### WHAT THE EXERCISE ASKS
Each line of the records below that includes "Żernicka" adds one to the count; state the final count by itself.

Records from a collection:
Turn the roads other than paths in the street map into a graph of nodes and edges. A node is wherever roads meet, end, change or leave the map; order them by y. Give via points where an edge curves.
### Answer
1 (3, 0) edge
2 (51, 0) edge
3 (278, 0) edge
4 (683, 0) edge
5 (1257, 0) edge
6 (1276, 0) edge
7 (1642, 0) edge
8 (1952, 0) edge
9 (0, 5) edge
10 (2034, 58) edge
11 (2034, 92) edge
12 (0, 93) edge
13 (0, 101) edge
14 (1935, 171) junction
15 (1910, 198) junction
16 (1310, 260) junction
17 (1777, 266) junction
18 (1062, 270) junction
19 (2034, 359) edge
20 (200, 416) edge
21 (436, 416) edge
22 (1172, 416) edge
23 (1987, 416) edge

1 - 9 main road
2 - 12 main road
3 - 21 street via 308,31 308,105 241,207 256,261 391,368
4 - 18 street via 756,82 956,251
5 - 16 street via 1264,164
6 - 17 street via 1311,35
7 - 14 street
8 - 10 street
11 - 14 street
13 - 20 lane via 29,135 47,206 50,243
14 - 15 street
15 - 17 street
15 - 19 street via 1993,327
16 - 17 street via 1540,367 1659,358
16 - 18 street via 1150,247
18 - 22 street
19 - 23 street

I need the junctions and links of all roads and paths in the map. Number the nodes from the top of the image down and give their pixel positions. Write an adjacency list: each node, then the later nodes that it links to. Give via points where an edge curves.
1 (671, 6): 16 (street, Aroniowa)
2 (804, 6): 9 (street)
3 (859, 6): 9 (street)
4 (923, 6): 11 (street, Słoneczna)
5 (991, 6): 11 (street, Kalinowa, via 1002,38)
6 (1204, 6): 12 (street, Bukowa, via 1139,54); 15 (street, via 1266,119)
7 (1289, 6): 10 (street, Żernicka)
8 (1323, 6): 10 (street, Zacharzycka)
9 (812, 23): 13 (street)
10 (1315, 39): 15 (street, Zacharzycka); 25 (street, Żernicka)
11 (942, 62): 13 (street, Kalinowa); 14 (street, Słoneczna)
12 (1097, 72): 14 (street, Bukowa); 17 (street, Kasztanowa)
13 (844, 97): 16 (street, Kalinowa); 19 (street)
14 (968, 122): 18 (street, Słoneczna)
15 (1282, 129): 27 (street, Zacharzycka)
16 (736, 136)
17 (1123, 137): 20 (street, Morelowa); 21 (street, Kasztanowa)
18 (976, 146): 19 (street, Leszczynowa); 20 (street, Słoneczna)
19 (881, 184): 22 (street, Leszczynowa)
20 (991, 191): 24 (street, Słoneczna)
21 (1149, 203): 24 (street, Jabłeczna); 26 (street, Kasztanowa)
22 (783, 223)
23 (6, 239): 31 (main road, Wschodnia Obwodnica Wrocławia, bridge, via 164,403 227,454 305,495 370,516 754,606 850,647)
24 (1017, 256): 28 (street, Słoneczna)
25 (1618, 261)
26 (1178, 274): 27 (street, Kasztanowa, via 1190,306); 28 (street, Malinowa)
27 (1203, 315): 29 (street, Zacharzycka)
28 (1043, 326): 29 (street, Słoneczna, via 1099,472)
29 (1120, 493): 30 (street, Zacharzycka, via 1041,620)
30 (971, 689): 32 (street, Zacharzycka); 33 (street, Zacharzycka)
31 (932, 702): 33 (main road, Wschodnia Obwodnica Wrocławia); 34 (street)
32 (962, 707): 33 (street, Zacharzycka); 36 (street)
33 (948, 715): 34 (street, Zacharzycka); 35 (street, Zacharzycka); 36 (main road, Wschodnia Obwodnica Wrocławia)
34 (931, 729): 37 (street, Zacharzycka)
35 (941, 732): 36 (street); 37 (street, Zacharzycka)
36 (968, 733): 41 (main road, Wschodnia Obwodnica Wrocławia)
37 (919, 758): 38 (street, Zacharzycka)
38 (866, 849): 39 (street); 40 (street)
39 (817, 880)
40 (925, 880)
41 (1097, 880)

### OUTPUT BELOW
2